Soaring high: The making of Glyder
How Glu spreads its iPhone wings
Letting gamers play at their own pace, it sees you gliding around a fantasy world in the character of steampunk pilot Eryn, collecting glowing crystals in a traditional exploration style.
Yet behind the pastel colours and smoothing music, the 3D open world environment is technically impressive: even more so when you consider it was one of the first internal iPhone projects from mobile publisher Glu's San Mateo studio. And completed in 10 weeks.
Executive producer and studio head Daren Chencinski explains how the project was conceived and the obstacles overcome along the way.
Pocket Gamer: Where did the inspiration for Glyder come from?
Daren Chencinski: We can't exactly pinpoint the original point of inspiration. However, we do know it started in a room where we were all brainstorming on some lightweight but expansive game mechanics ranging from re-used/re-purposed to completely unique mechanics.
There were a handful of our producers and designers who were really excited about what we could do with iPhone in general - bear in mind that although we have console/PC gaming backgrounds, we've been doing mobile for a while, so this new platform was just so juicy. Anyway, we had a bunch of good ideas but we all got very excited about the hang gliding idea for a variety of reasons.
First and foremost, we were moved by the idea of a game that was peaceful and beautiful in nature while death-defying at the same time. Many of us had done a variety of aeronautical sports before, ranging from paragliding to skydiving. In these sports you are a witness to the vast beauty of the landscape, while having some degree of fear of injury or death. This is something we wanted to capture in this game. In short, we loved the idea of open exploration and visual discovery through flight and this became our goal. But I'm getting ahead of myself...
The Lost Kingdom environment
Second, we agreed that people loved tilt controls on iPhone.
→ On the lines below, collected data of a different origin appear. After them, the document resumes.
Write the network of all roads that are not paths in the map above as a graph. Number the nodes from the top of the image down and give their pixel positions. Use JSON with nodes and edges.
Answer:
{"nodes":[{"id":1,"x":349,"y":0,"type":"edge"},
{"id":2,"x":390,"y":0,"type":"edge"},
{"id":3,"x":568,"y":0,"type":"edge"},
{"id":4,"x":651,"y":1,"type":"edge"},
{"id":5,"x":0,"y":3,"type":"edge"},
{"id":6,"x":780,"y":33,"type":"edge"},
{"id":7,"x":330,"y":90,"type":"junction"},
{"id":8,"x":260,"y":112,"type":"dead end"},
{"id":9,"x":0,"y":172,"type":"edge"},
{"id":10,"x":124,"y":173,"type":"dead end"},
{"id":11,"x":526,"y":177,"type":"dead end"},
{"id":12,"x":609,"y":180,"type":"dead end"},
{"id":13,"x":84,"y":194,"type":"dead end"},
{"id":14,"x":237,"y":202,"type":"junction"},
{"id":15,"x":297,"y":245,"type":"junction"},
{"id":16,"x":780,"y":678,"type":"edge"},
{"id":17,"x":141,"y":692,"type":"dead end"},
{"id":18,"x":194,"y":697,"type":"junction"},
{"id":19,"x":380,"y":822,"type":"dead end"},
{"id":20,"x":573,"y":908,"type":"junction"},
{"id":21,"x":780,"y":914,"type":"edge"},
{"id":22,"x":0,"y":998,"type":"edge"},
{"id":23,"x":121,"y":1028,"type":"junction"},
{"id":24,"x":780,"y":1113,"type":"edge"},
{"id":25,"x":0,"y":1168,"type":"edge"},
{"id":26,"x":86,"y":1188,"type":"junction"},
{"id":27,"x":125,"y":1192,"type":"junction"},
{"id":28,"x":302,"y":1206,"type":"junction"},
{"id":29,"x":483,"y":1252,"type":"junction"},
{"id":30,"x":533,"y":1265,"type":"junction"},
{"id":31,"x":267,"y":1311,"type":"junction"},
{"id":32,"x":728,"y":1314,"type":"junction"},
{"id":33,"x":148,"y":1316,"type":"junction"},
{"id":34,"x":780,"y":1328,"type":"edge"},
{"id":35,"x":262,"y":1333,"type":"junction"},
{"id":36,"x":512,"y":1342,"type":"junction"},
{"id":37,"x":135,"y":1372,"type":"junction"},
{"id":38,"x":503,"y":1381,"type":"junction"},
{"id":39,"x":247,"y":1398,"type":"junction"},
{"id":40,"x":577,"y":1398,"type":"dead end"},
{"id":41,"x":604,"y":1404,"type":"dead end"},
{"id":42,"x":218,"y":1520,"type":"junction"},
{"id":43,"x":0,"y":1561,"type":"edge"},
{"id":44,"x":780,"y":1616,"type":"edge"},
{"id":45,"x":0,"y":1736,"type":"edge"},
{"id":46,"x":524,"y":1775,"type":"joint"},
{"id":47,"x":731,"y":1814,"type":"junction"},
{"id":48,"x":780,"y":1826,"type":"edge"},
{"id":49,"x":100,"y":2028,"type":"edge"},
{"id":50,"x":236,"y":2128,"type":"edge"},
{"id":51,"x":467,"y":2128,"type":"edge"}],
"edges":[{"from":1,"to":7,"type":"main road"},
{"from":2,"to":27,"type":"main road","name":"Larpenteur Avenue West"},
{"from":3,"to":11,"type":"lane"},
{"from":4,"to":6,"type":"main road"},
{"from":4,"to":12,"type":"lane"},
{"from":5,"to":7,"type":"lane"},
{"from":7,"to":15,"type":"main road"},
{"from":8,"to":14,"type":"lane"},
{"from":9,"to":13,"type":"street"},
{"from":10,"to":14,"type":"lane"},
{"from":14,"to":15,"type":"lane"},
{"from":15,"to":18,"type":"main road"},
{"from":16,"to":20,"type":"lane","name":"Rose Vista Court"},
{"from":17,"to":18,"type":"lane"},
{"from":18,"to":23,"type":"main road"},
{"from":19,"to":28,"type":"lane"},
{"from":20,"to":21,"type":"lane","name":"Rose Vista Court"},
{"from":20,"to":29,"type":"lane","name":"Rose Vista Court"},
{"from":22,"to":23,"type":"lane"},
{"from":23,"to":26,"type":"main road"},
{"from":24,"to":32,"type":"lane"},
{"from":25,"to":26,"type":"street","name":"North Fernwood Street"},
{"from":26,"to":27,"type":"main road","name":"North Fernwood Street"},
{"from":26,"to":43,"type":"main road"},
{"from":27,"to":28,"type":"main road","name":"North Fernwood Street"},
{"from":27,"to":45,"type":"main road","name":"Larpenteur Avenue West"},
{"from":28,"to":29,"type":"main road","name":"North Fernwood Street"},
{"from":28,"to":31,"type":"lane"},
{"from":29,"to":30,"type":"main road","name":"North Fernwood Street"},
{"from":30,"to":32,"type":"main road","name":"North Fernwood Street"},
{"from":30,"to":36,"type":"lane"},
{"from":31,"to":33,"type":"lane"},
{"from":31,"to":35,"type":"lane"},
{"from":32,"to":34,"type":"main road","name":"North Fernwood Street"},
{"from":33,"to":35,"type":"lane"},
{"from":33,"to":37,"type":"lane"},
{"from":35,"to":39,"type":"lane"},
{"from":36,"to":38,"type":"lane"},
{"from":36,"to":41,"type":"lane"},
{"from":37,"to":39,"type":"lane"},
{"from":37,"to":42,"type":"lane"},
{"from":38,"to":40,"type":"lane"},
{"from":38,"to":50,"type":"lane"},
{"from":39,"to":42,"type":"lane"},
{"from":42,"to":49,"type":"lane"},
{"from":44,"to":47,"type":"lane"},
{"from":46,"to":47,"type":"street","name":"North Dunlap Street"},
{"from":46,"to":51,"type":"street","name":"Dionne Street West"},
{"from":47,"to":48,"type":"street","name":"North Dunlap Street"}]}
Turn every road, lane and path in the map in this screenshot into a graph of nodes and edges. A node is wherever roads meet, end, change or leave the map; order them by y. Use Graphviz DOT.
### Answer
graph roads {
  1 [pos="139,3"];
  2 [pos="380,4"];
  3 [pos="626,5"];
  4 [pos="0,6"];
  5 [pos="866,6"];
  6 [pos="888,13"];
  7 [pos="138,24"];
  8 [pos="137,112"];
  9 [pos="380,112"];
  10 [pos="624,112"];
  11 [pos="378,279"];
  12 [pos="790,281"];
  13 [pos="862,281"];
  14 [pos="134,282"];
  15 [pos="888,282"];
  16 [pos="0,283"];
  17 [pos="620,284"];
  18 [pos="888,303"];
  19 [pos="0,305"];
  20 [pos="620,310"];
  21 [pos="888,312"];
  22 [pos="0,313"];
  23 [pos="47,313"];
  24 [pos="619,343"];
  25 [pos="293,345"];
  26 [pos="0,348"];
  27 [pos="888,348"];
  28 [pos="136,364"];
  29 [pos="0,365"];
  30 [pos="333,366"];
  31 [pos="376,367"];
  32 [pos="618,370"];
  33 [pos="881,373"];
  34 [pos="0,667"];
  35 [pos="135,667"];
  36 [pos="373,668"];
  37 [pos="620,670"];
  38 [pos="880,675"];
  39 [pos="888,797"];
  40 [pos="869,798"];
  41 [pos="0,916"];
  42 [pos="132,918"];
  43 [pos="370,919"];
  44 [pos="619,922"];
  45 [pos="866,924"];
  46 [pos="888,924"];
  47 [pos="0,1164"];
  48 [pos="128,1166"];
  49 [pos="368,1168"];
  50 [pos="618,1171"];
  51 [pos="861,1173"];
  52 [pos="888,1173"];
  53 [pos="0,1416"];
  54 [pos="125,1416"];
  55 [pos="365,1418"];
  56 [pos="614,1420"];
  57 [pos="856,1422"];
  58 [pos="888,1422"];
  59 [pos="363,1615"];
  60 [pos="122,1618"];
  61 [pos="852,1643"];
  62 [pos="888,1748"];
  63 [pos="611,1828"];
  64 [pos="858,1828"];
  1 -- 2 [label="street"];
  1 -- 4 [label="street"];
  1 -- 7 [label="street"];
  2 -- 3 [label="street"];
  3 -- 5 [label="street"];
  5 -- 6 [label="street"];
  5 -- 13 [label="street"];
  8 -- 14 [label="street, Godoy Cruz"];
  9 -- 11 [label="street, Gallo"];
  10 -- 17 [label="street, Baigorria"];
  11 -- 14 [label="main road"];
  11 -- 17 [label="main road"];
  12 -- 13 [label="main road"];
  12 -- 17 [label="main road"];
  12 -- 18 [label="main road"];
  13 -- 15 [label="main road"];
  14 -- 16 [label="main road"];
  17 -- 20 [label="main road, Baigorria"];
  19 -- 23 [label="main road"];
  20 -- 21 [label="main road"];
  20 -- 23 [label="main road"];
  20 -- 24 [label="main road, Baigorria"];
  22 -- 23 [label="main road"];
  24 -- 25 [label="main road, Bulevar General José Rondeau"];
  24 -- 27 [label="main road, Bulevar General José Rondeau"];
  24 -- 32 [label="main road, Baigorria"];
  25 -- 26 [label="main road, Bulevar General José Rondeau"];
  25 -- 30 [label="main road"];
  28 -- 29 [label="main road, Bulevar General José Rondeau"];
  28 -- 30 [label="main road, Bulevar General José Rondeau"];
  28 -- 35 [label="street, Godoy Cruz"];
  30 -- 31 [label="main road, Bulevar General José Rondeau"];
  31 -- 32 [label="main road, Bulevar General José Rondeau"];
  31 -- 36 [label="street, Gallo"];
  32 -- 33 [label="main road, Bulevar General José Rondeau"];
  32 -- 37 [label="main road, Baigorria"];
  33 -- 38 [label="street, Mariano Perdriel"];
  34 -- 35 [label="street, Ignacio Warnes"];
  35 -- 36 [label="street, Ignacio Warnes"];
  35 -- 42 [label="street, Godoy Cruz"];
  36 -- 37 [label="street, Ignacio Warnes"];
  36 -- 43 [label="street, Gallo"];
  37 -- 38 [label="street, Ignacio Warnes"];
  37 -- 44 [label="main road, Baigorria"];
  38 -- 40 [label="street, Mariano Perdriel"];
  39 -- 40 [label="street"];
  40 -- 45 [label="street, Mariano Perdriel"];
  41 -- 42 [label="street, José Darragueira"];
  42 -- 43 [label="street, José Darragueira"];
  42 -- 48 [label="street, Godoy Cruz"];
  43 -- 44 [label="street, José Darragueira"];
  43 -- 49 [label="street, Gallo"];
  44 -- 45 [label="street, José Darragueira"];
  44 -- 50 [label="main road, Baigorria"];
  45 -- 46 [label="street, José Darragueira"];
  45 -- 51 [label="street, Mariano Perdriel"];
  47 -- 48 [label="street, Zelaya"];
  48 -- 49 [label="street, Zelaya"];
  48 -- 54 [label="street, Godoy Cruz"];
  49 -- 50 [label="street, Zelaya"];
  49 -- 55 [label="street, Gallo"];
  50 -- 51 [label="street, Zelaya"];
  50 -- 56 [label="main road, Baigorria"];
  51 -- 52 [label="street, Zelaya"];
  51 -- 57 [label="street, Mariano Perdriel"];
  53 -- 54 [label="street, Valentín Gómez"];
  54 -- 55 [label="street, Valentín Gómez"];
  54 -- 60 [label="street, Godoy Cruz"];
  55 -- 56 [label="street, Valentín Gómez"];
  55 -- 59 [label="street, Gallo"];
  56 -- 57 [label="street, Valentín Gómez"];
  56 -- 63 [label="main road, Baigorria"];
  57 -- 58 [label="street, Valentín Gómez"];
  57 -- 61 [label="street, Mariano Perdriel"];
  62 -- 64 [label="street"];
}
We kept seeing these tilt control games that were good, but not great and people loved these games and were consistently buying them. We figured that a game that used tilt controls and felt as accurate as its real world counterpart would be something we would be happy with and would be received well.
How difficult was the approval process within Glu?
It was different from usual. Alex (head of R&D), Ronald (head of Glu's studios), and I had been trying to create the opportunity to give teams creative freedom to build a game without much external influence.
The idea was to keep the development cycle short - somewhere around eight weeks - while staffing the team fully so as to have high production values. The people in that room that day were picked for a reason: they weren't only helping to come up with concepts, they were also going to approve the concept.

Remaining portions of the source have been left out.